費用対効果を最大化するために見落とされがちなのが、術後のバイオフィルム管理です。手術の精度だけでなく、術後の細菌環境が再生結果を大きく左右します。 再生が条件です。 kinshicho-mint-dc(https://www.kinshicho-mint-dc.com/blog/?p=1409)
大学病院の臨床成績調査では、エムドゲインゲル使用後6か月時点で臨床的アタッチメントレベル(CAL)が術前の平均7.8mm±1.9mmから5.4mm±1.7mmへと平均2.0mm改善し、プロービング時の出血(BOP)は74.3%から31.2%へ改善した実績が報告されています。 数字で患者に示せるのは大きな強みです。 blanc-dental(https://blanc-dental.jp/column/emd/)

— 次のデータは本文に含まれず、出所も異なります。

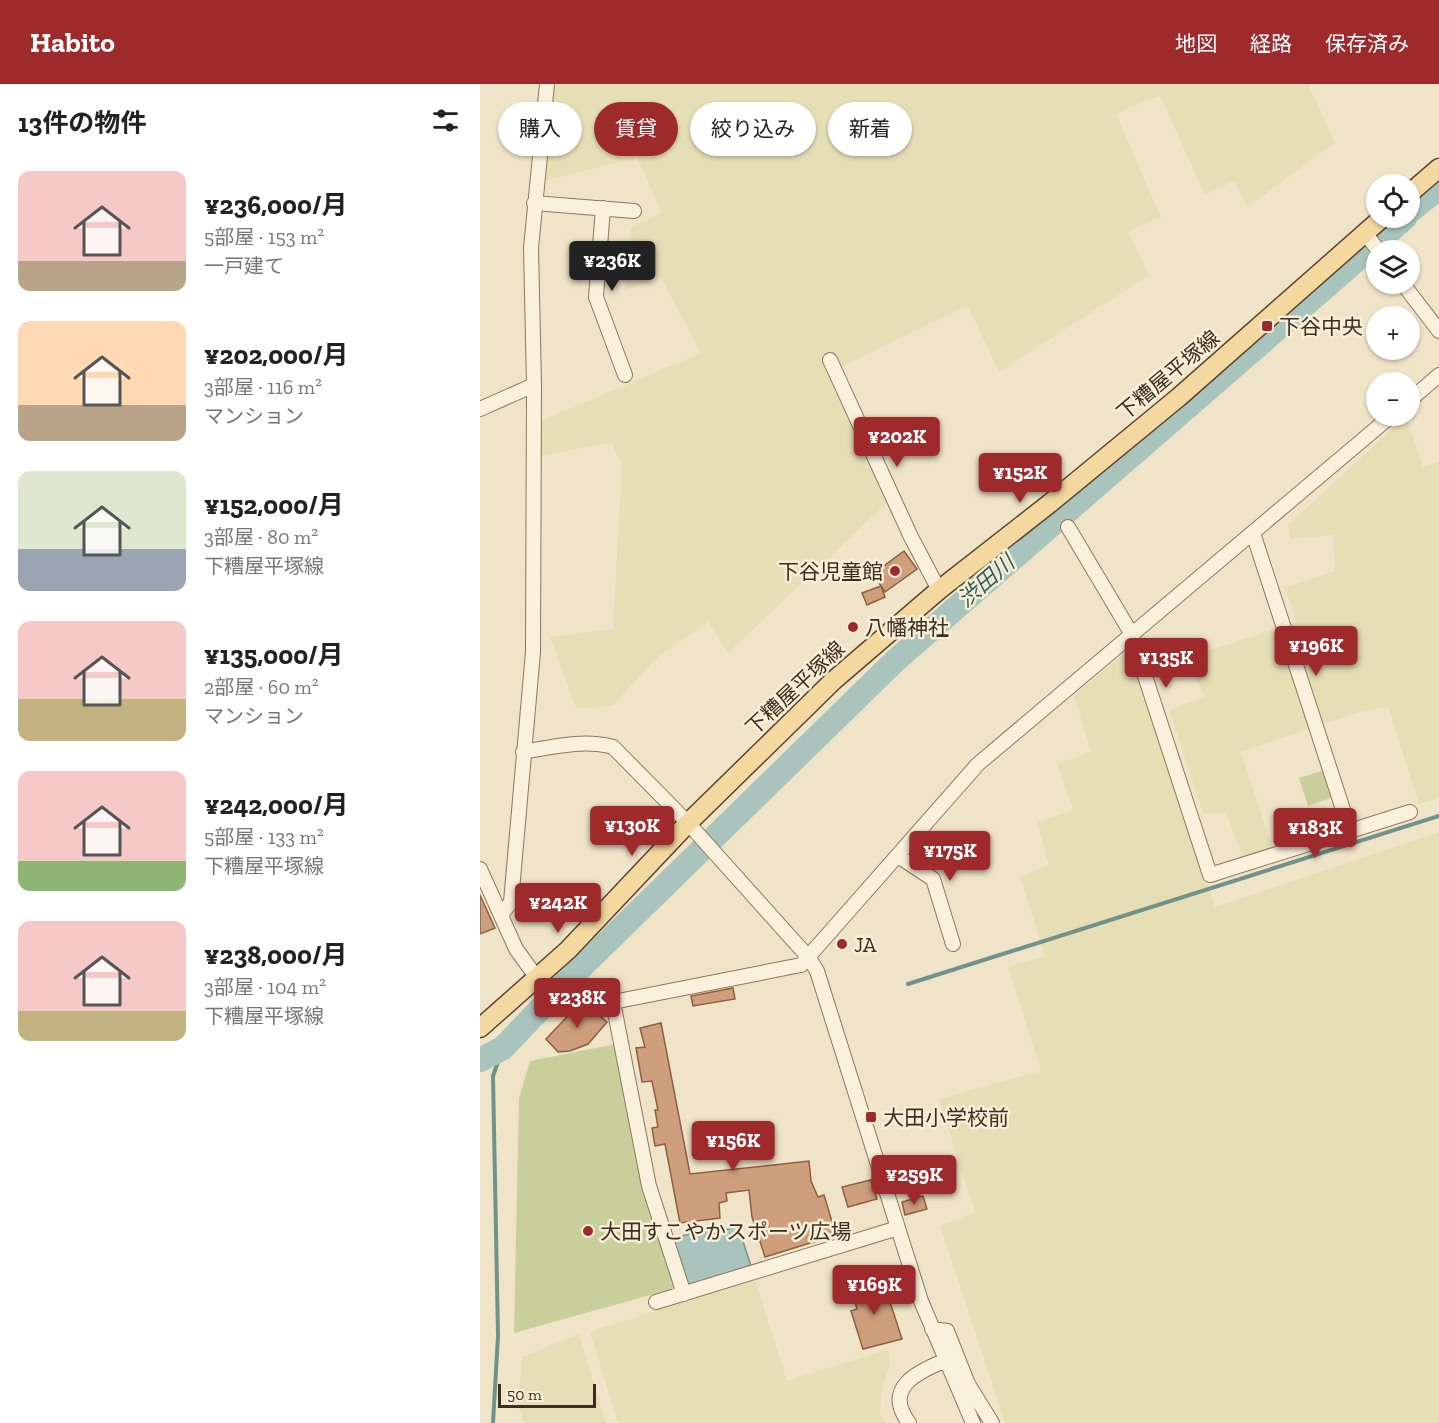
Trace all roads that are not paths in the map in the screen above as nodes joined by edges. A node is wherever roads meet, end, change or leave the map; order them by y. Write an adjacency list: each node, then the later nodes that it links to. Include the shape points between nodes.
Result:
1 (547, 84): 4 (street)
2 (1439, 168): 3 (main road)
3 (1420, 184)
4 (534, 203): 5 (street); 15 (street)
5 (603, 208): 6 (street); 13 (street, via 596,297)
6 (634, 211)
7 (1371, 228): 8 (main road, 下糟屋平塚線)
8 (1365, 233): 9 (street); 21 (main road, 下糟屋平塚線, via 1179,397)
9 (1370, 240)
10 (1411, 294): 11 (street)
11 (1439, 331)
12 (830, 360): 21 (street)
13 (626, 375)
14 (1439, 375): 16 (street)
15 (534, 385): 17 (street); 23 (street, via 533,652)
16 (1420, 391)
17 (480, 409)
18 (1379, 426): 20 (street)
19 (1068, 527): 22 (street)
20 (1253, 533): 22 (street); 26 (street)
21 (939, 590): 25 (main road, 下糟屋平塚線, via 832,681)
22 (1131, 633): 26 (street, via 1210,875); 27 (street, via 978,764)
23 (523, 752): 25 (street, via 576,744 613,747); 29 (street, via 511,902)
24 (1410, 812): 26 (street)
25 (693, 828): 31 (street); 32 (main road, 下糟屋平塚線)
26 (1350, 831)
27 (898, 856): 30 (street, via 933,879); 31 (street)
28 (480, 869): 29 (street)
29 (501, 915): 32 (street, via 516,949)
30 (954, 944)
31 (809, 958): 34 (street, via 817,971); 35 (street, via 801,965 613,1002 649,1186)
32 (537, 978): 33 (main road, 下糟屋平塚線)
33 (480, 1028)
34 (897, 1228): 35 (street); 37 (street)
35 (684, 1294): 36 (street)
36 (656, 1302)
37 (932, 1329): 38 (street); 41 (street, via 947,1331 968,1384)
38 (944, 1361): 39 (street, via 919,1371 906,1382 901,1407); 40 (street)
39 (909, 1423)
40 (973, 1423)
41 (992, 1423)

ただし、これらの成績はプラークコントロールが良好な環境下でのデータです。術後3〜6か月の間に適切なSPTを実施しないと、再生した組織が再び破壊されるリスクがあります。 つまり術後管理が費用対効果のカギです。 makoto-doo(https://www.makoto-doo.com/column/%E6%AD%AF%E3%82%92%E6%AE%8B%E3%81%97%E3%81%9F%E3%81%84%E3%81%82%E3%81%AA%E3%81%9F%E3%81%B8%EF%BD%9C%E6%AD%AF%E5%91%A8%E7%B5%84%E7%B9%94%E5%86%8D%E7%94%9F%E7%99%82%E6%B3%95%E3%81%A7%E5%81%A5%E5%BA%B7/)
具体的には以下の管理が推奨されます。
患者が術後管理を途中でやめてしまうケースは少なくありません。費用10万円以上を投じた治療を無駄にしないために、術後管理の重要性は治療前から繰り返し伝えることが、歯科従事者としての責務といえます。 kinshicho-mint-dc(https://www.kinshicho-mint-dc.com/blog/?p=1409)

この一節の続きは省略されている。